However, it can also be provided that the interior 80 of one or more of these header pipes is divided into different sections spaced apart in the axial direction of the relevant header pipe by partition walls. FIG. 2 essentially shows the design according to FIGS. 1a-1c, although the first side wall 44 is not shown there. An assembly tool according to the invention is to be explained in particular with reference to FIG. 2.

Shown in FIG. 2 is an assembly tool 90 for assembling a heat exchanger, which has a bottom wall 22, as well as a wall opposite the bottom wall and a wall 22 opposite it and the bottom wall 40, these walls essentially being or seen very roughly, form a U-shaped structure.

The tool 90 has a tool body 92 which has a plurality of slots arranged in parallel and spaced apart in the axial direction at the sides. The tool 90 can be inserted into the U-shaped profile of the collecting tube 20, the U-shaped profile being held on the tool 90. In particular, it can be provided that the shape of the tool body 92 is substantially adapted to the corresponding U-shaped profile.

The laterally arranged slots, which extend out of the tool body 92 during assembly in the direction of the open side of the U-shape, serve to receive the flat tubes or connecting tubes 18. During assembly, the U-shaped section of the collecting pipe 20 is gripped and placed with its openings or slots on the connecting pipes 18. The connecting tubes 18 then extend through the bottom wall 22 and protrude into the slots 94 of the tool body 92. The tool body or the tool can then be pulled out of the U-shaped part again, as is indicated schematically by arrow 100. The essentially continuous connecting slots 94 enable the tool 100 to be removed accordingly. Before or after the tool is removed, the connecting or flat tubes 18 can be connected to the bottom wall 22, for example by soldering and / or welding. The first wall 44 can then be placed laterally and also with a suitable one Connection methods such as soldering and / or welding are attached to the U-shaped part.

The end cover 56 can then then be put on.

The applicant reserves the right to claim a method for manufacturing a heat exchanger for a motor vehicle that takes the aforementioned steps into account in the course of the examination procedure.

FIG. 3 shows an exemplary design of a heat exchanger unit according to the invention, which in particular can also be designed according to FIGS. 1 a - 1 c, and / or can be such that it can be mounted with a tool according to FIG. 2.

3 shows in particular that the cross section of the interior of the first header pipe 20 of the first heat exchanger 10 of the longitudinal axis 24 of this header pipe changes.

3, the inlet connection 58 of the first heat exchanger 10 is arranged in a first axial end region 90 of the first header pipe 20 of the first heat exchanger 10, and the cross section of the interior of this first header pipe 20 is in the opposite direction End portion 92, the second end portion of the manifold 20, tapers.

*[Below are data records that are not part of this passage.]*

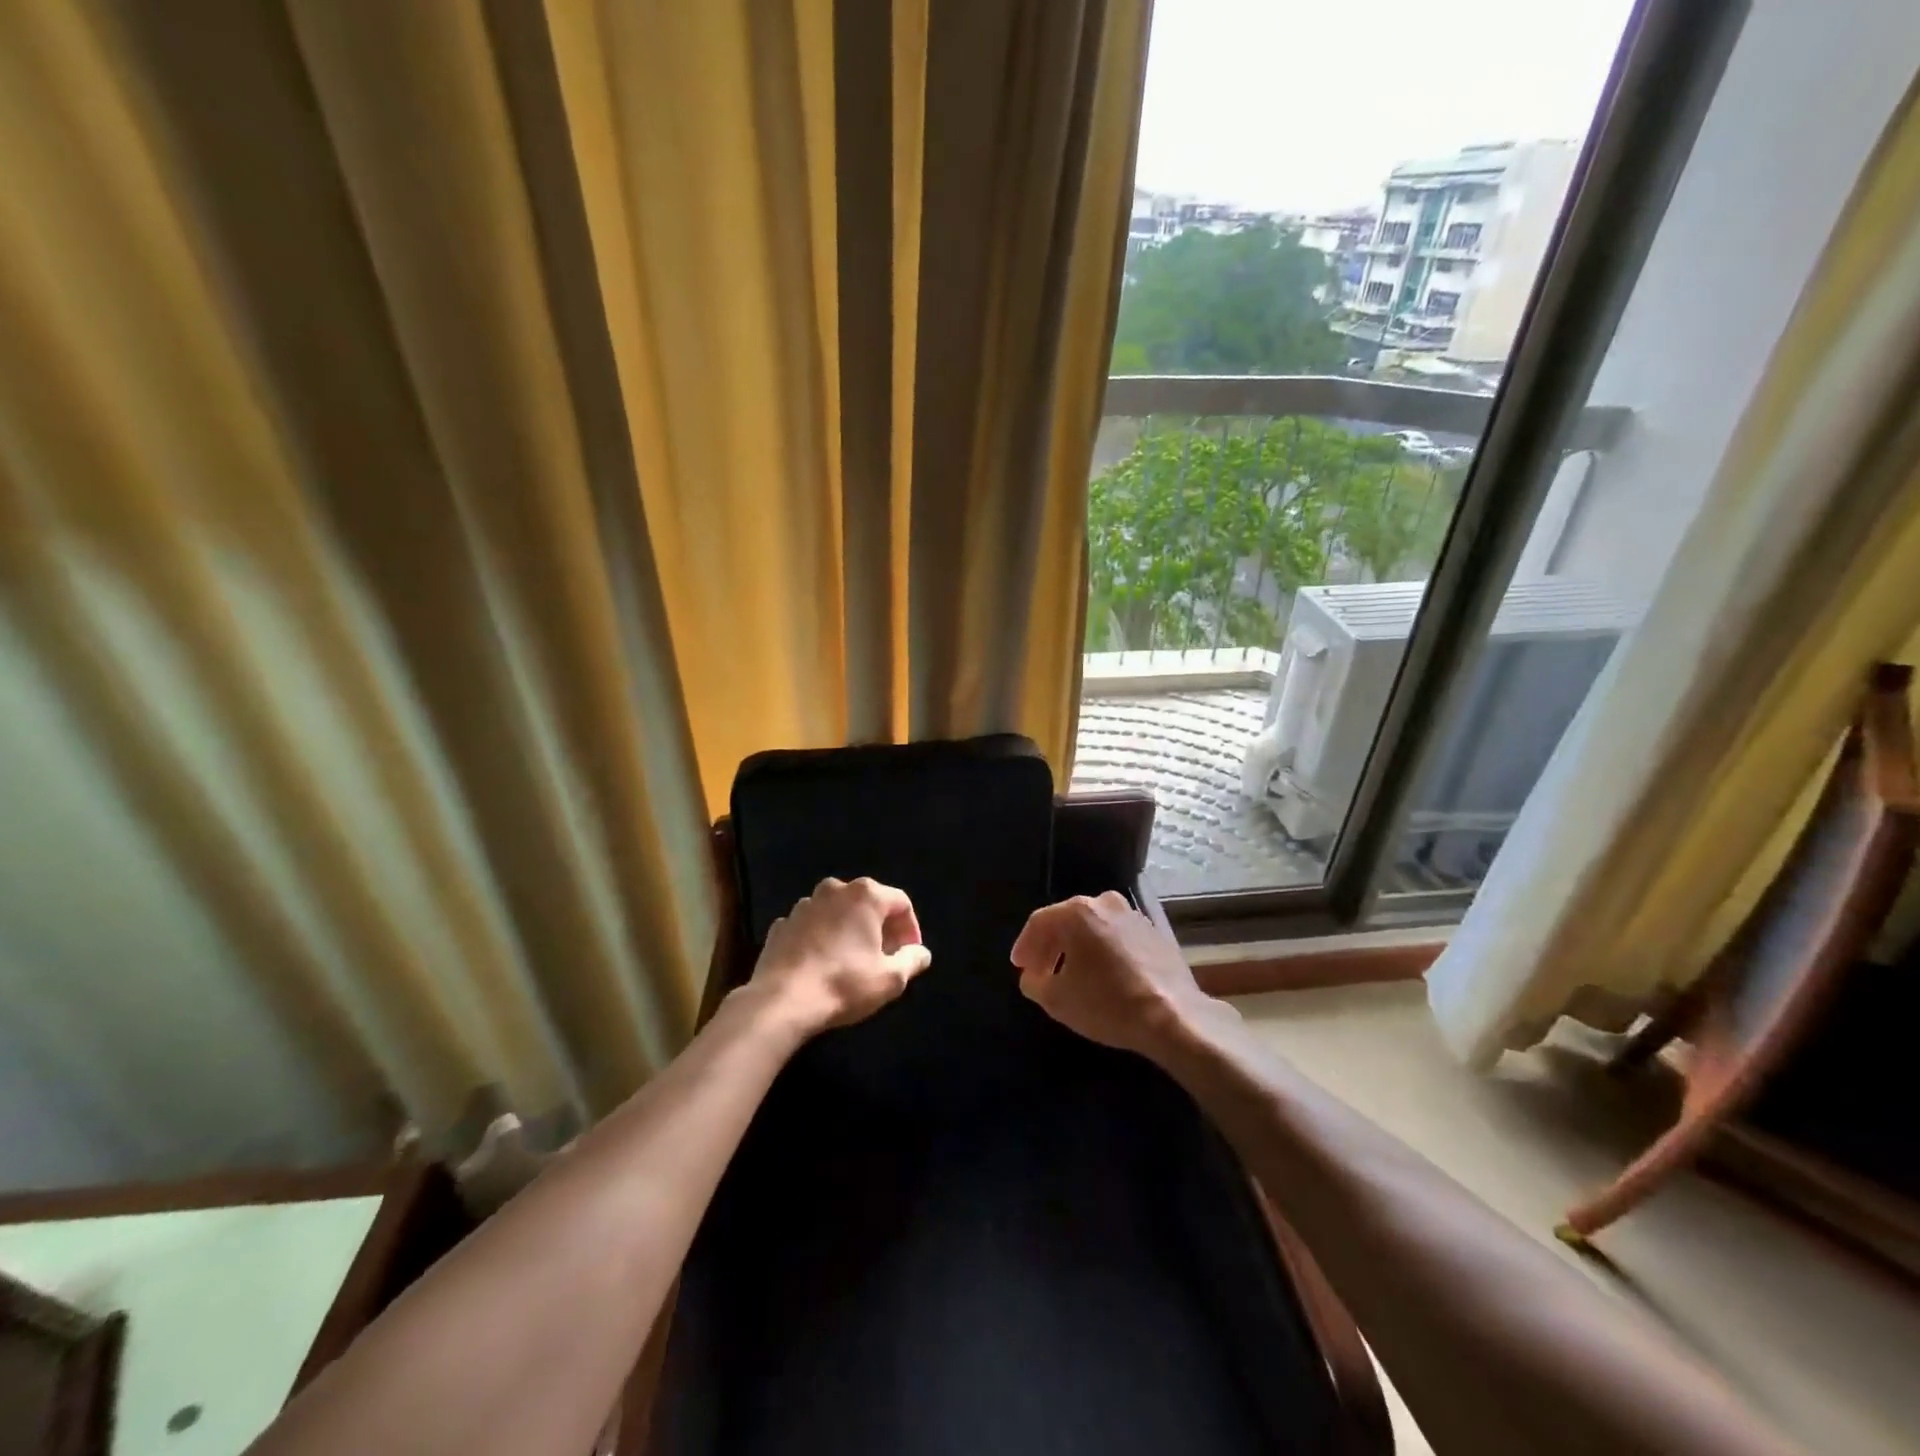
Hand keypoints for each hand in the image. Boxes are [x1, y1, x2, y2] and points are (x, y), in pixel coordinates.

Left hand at [749, 877, 932, 1035]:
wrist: (781, 1002)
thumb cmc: (844, 984)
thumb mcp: (890, 979)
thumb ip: (912, 961)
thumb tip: (921, 953)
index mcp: (865, 895)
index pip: (901, 903)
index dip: (911, 928)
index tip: (910, 954)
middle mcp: (834, 890)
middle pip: (868, 903)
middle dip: (880, 927)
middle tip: (885, 957)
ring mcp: (803, 905)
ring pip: (837, 912)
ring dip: (849, 930)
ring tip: (853, 960)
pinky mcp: (781, 925)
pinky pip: (811, 926)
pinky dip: (821, 939)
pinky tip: (822, 964)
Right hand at [1010, 891, 1218, 1055]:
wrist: (1173, 1016)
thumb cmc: (1107, 1003)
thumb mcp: (1055, 1000)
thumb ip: (1033, 982)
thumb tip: (1033, 975)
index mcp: (1077, 912)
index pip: (1039, 923)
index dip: (1025, 946)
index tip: (1020, 967)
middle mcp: (1105, 902)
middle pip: (1067, 921)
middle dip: (1050, 947)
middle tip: (1041, 972)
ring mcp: (1133, 915)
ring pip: (1094, 928)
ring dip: (1078, 949)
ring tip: (1072, 976)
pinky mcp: (1155, 933)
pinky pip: (1117, 938)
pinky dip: (1104, 952)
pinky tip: (1103, 976)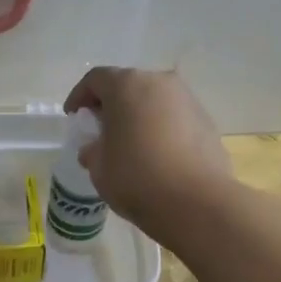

In the design according to FIG. 3, this is such that the wall 94 opposite the bottom wall 22 moves increasingly towards the bottom wall 22 in the direction of the second end region 92. This wall 52 opposite the bottom wall 22 is flat in the design according to FIG. 3.

With such a wall distribution, it can be taken into account that the fluid flowing in through the inlet connection 58 partly through the upper one

Connected pipes flows in the area, so that in the lower, the second end portion 92 facing end portion of the header 20 smaller amount of fluid flows, and a correspondingly high pressure drop would be given with a constant cross section.

In a particularly preferred embodiment, the cross-sectional profile in the direction of the longitudinal axis of the one collecting pipe, or in particular the first collecting pipe, is adapted to the volume flow of the fluid that flows through this respective axial region of the respective collecting pipe.

4a shows an exemplary design according to the invention, which is similar to the design according to FIGS. 1a-1c and, if appropriate, can also be designed according to the design in FIG. 3.

In the design according to FIG. 4a, in contrast to the design according to FIGS. 1a-1c, it is provided that the first header pipe 20 of the first heat exchanger 10 is designed in one piece essentially in the cross section perpendicular to the longitudinal axis of this header pipe.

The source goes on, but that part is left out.